Miałem kiedyś takiego kumpla w liceum. Jak ja poszedłem na studia do WAW, to on przyszedł tu pracować. Kontakt się zj***ł no bo przecież on to pie**oli takich jak ja co to rodzice im na studia dają. On tylko 10k zł zgromadzi, założy kebaba, potem drugiego i jak ja studia skończę, to on już będzie bonzo. ch*ja mu z tego wyszło. Potem były kolejne pomysły. Na zmianę gówniana praca w WAW i powrót do rodziców na wieś. Rozkręcanie kolejnego gówna. Jakieś siłownie, wideo filmowanie, staże w powiecie i ch*j wie co jeszcze. Jakieś dofinansowanie z UE na firmę, która dostała jedno zlecenie i padła. Obecnie jest na etapie zakładania klubu sportowego we wsi. Gość jednym słowem odpłynął. Też tak myślał, że tylko mu kapitał potrzebny, ale przecież w tym kraju to nie dają takim jak on więc ból dupy wielki jaki to on pokrzywdzony. Przecież na dzienne rodziców nie było stać i on koniecznie musiał do pracy, a najlepiej biznes własny. I ch*j, że starszy brat dziennie Polibudę skończył. Przecież łatwiej powiedzieć, że wrogowie nie dali. I skończył z depresją i zszarganym zdrowiem na garnuszku u rodziców. I dalej żyje swoimi ułudami. I powiem Ci, że mi go nie żal. j***ny miał taką pogardę i poczucie wyższości nad całym światem, że mu się należało. Pamiętam dokładnie jak się pie**olony wywyższał wobec mnie jaki, to on lepszy jest i rekin biznesu, a ja ch*ja będę miał z tych studiów bo najwyżej na ten znienawidzony etat pójdę. Teraz j***na ciota nawet nie wyjdzie się spotkać, a jak już się widzimy to spuszcza łeb i do domu lezie zaraz. Boli go to, że komuś się lepiej powiodło, a przecież, to jemu miało się udać bo to on był ten lepszy i mądrzejszy. Ja sobie zapie**alam na tym etacie i jest mi nieźle. Przykładam się i jestem dobry wiec zaczęła pojawiać się też niezła kaska z misji pobocznych. Może nawet kiedyś założę własny biznes, ale nie dlatego, że to mój życiowy cel, ale dlatego, ze chciałbym mieć kiedyś własny bar. On pewnie za 5 lat gdy już się dorobię kredytu na mieszkanie stwierdzi, że mi to się jednak w ch*j powodzi i przyjdzie do mnie z zajebistym pomysłem na biznes tylko będę musiał zainwestować bo on "chwilowo" bez kasy. Ja pewnie go spuszczę na drzewo i się obrazi śmiertelnie. Za 10 lat będzie już kolejnym Januszem Cebulakiem, który siedzi na dupie, narzeka i pie**oli jak to innym łatwiej było w życiu i jak by on tak miał jak inni na starcie, to teraz by pił drinki we własnym hotelu na Majorce.
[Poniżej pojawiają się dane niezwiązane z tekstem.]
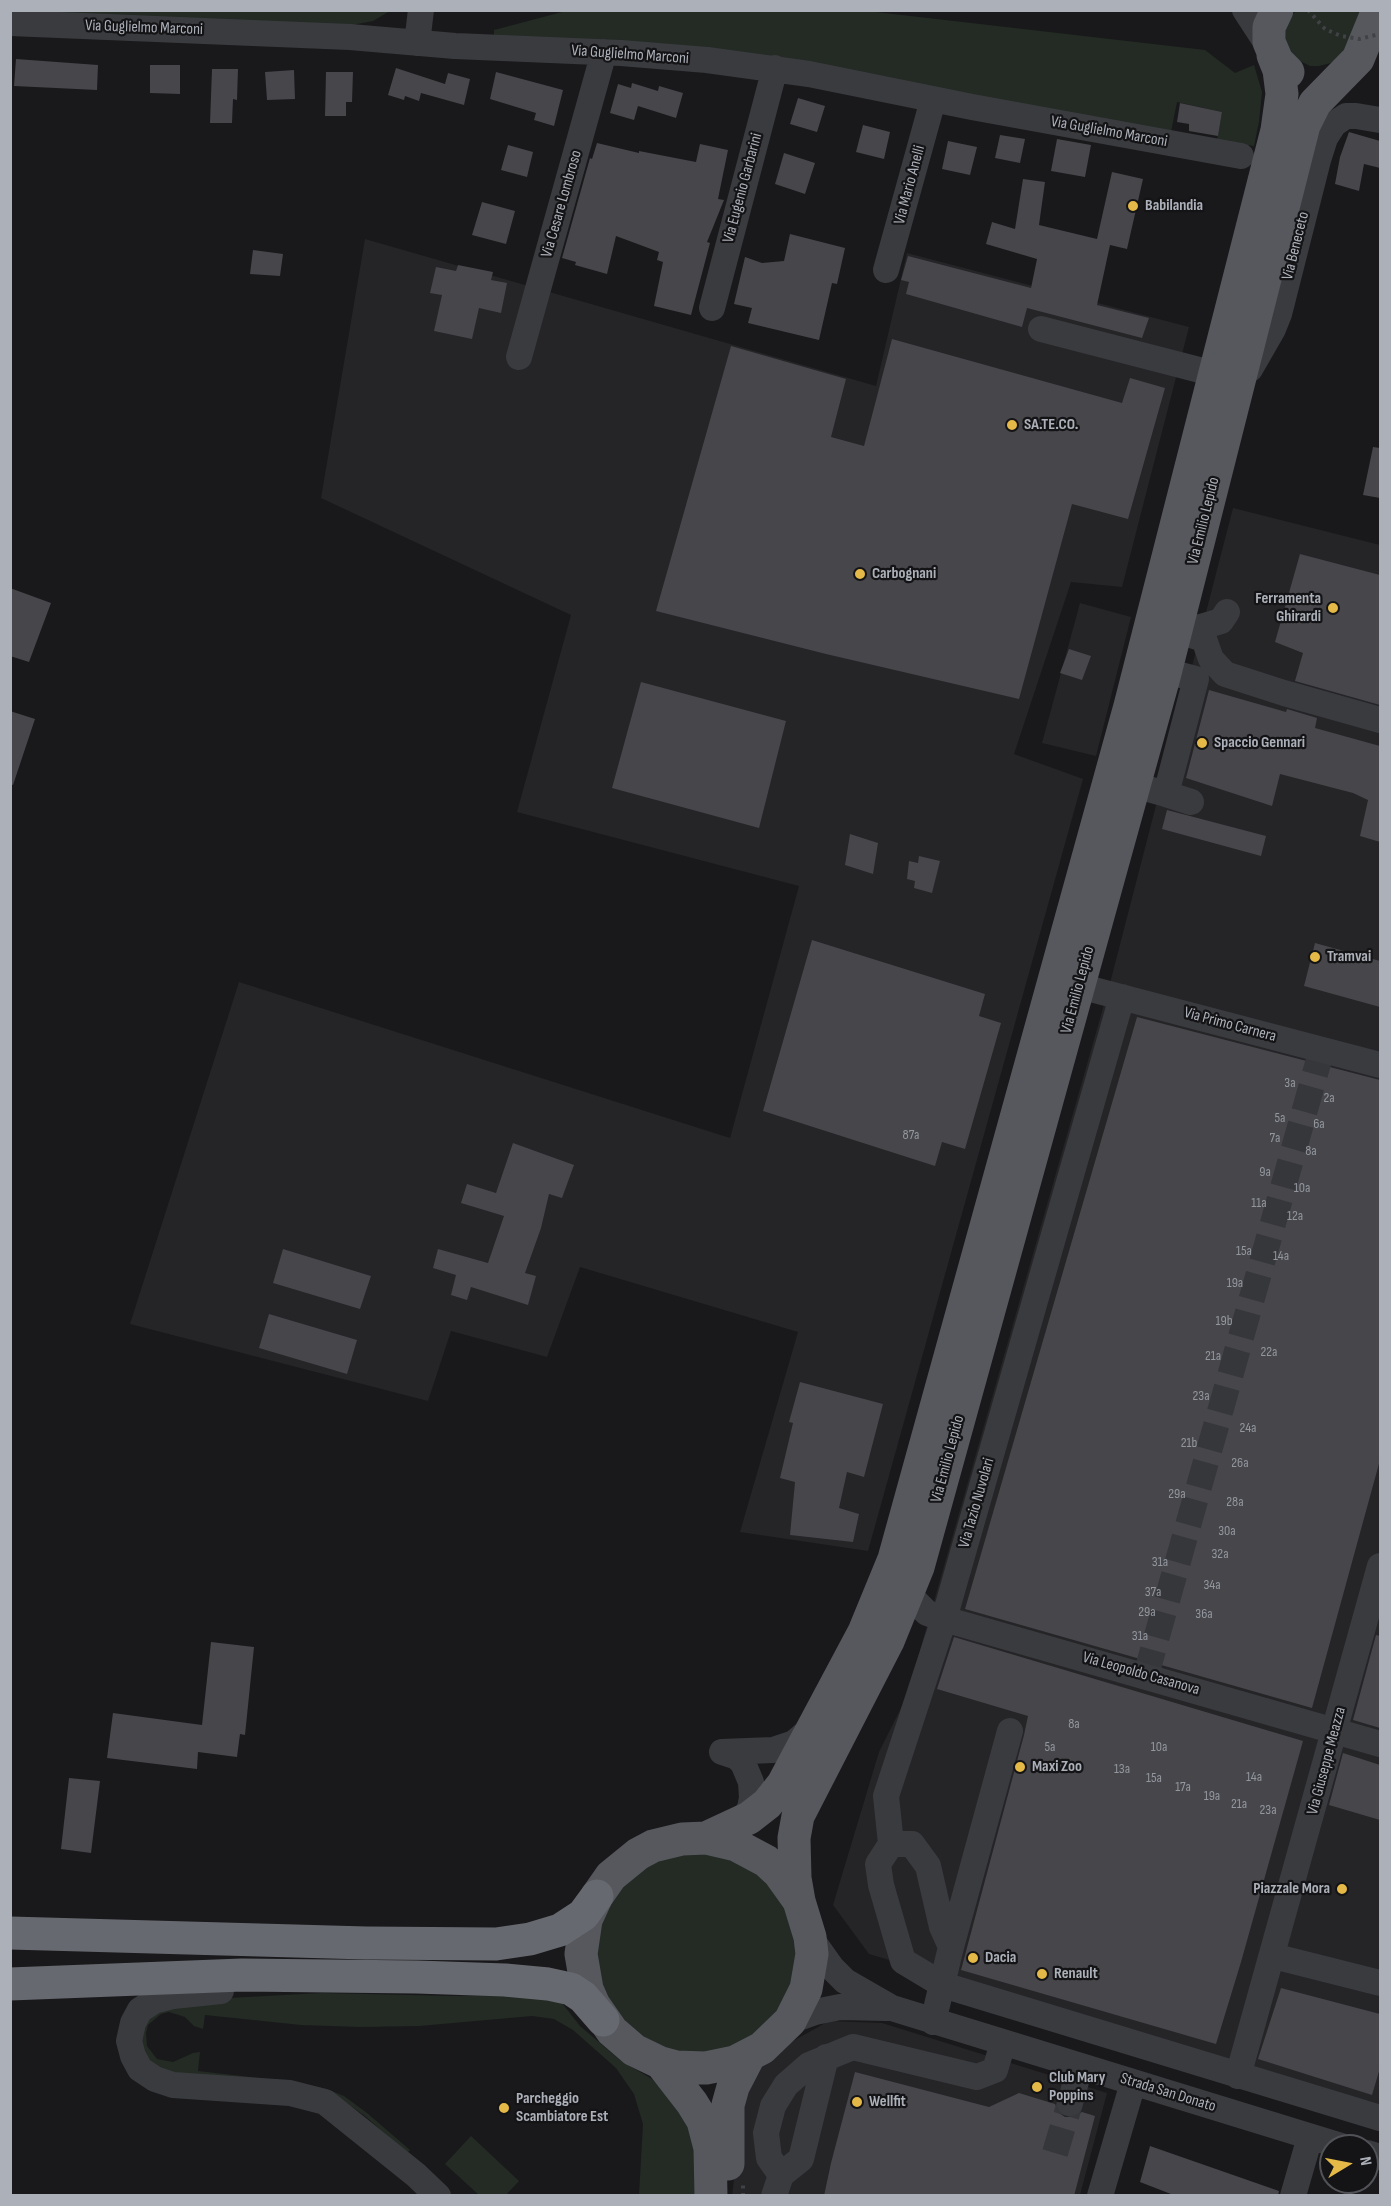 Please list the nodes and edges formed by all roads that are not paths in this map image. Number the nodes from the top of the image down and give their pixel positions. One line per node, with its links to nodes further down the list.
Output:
1 (421, 10): 6 (street)
2 (1245, 10): 8 (street)
3 (1277, 10): 8 (main road, Via Emilio Lepido)
4 (1378, 10): 10 (main road, Via Emilio Lepido)
5 (10, 23): 6 (street, Via Guglielmo Marconi)
6 (417, 43): 7 (street, Via Guglielmo Marconi)
7 (604, 52): 9 (street, Via Guglielmo Marconi); 17 (street, Via Cesare Lombroso)
8 (1273, 55): 10 (main road); 18 (main road, Via Emilio Lepido)
9 (775, 68): 11 (street, Via Guglielmo Marconi); 15 (street, Via Eugenio Garbarini)
10 (1349, 70): 19 (main road, Via Emilio Lepido)
11 (933, 100): 13 (street, Via Guglielmo Marconi); 14 (street, Via Mario Anelli)
12 (1380, 120): 19 (street, Via Beneceto)
13 (1241, 156)
14 (886, 270)
15 (712, 308)
16 (1041, 328): 18 (street)
17 (519, 357)
18 (1215, 374): 35 (main road, Via Emilio Lepido)
19 (1232, 411): 21 (main road, Via Emilio Lepido)
20 (1227, 612): 21 (street)
21 (1177, 627): 22 (main road, Via Emilio Lepido); 25 (street)
22 (1164, 677): 23 (street); 26 (main road, Via Emilio Lepido)
23 (1196, 679): 24 (street); 27 (street)
24 (1245, 693)
25 (1380, 720)
26 (1134, 785): 27 (street); 29 (main road, Via Emilio Lepido)
27 (1166, 794): 28 (street)
28 (1191, 802)
29 (1079, 986): 30 (street, Via Primo Carnera); 33 (main road, Via Emilio Lepido)
30 (1122, 997): 31 (street, Via Primo Carnera); 34 (street, Via Tazio Nuvolari)
31 (1380, 1065)
32 (1380, 1566): 37 (street, Via Giuseppe Meazza)
33 (908, 1594): 34 (street, Via Leopoldo Casanova); 43 (main road, Via Emilio Lepido)
34 (944, 1619): 37 (street, Via Leopoldo Casanova); 41 (street, Via Tazio Nuvolari)
35 (821, 1714): 39 (main road, Via Emilio Lepido); 39 (street, Via Emilio Lepido)
36 (1010, 1731): 46 (street)
37 (1335, 1731): 38 (street, Via Leopoldo Casanova); 47 (street, Via Giuseppe Meazza)
38 (1380, 1744)
39 (737, 1824): 40 (main road, Via Emilio Lepido)
40 (705, 1838): 42 (main road); 43 (main road)
41 (891, 1844): 46 (street); 51 (street)
42 (597, 1896): 44 (highway); 53 (main road)
43 (799, 1901): 45 (main road)
44 (10, 1933)
45 (810, 1937): 52 (street, Strada San Donato); 54 (main road)
46 (951, 1947): 51 (street)
47 (1273, 1956): 49 (street); 61 (street, Via Giuseppe Meazza)
48 (315, 1975): 50 (highway); 53 (highway); 68 (street)
49 (1380, 1983)
50 (10, 1984)
51 (943, 1986): 55 (street); 61 (street)
52 (892, 2008): 54 (street, Strada San Donato); 55 (street, Strada San Donato)
53 (603, 2020): 59 (main road)
54 (790, 2021): 57 (main road)
55 (933, 2022): 56 (street, Strada San Donato)
56 (1003, 2043): 58 (street); 60 (street, Strada San Donato)
57 (749, 2056): 59 (main road); 70 (main road)
58 (826, 2057): 67 (street); 67 (street)
59 (661, 2063): 69 (main road)
60 (1080, 2067): 62 (street, Strada San Donato); 63 (street)
61 (1238, 2076): 64 (street)
62 (1133, 2083): 65 (street, Strada San Donato); 71 (street)
63 (1070, 2103)
64 (1380, 2118)
65 (1310, 2137): 66 (street, Strada San Donato); 72 (street)
66 (1319, 2140)
67 (778, 2185)
68 (438, 2196)
69 (711, 2196)
70 (727, 2196)
71 (1100, 2196)
72 (1293, 2196)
Jak rzeczywiście uważasz, że masz 10 pomysłów zajebistych to idź o nich pogadaj z kimś ktoś się już czegoś dorobił. Zobaczysz, że runą jak domek z kart. Weź lepiej sobie wymyśl co lubisz robić i w czym jesteś dobry i zacznij k***a studia/pracę w tym kierunku. Twoja pogarda dla "zapie**alających na etacie za miskę ryżu" bawi mnie i irytuje. W dupie byłeś i gówno widziałeś. Tacy jak ty lubią sobie pie**olić, że to kwestia, kasy, pomysłu, szczęścia żeby się dorobić. Wydaje Ci się, że w rok będziesz miał imperium. ch*ja będziesz miał bo żyjesz jakąś bajką. Ludzie, którzy do czegoś doszli najczęściej zapie**alali na to, czasem i całe życie, a ty jak widać gardzisz zapie**alaniem więc gówno w życiu osiągniesz jeśli nie zmienisz podejścia.

Dziękuję, dobranoc

damian8857

2014-08-02, 08:37
@cola1111 master of troll...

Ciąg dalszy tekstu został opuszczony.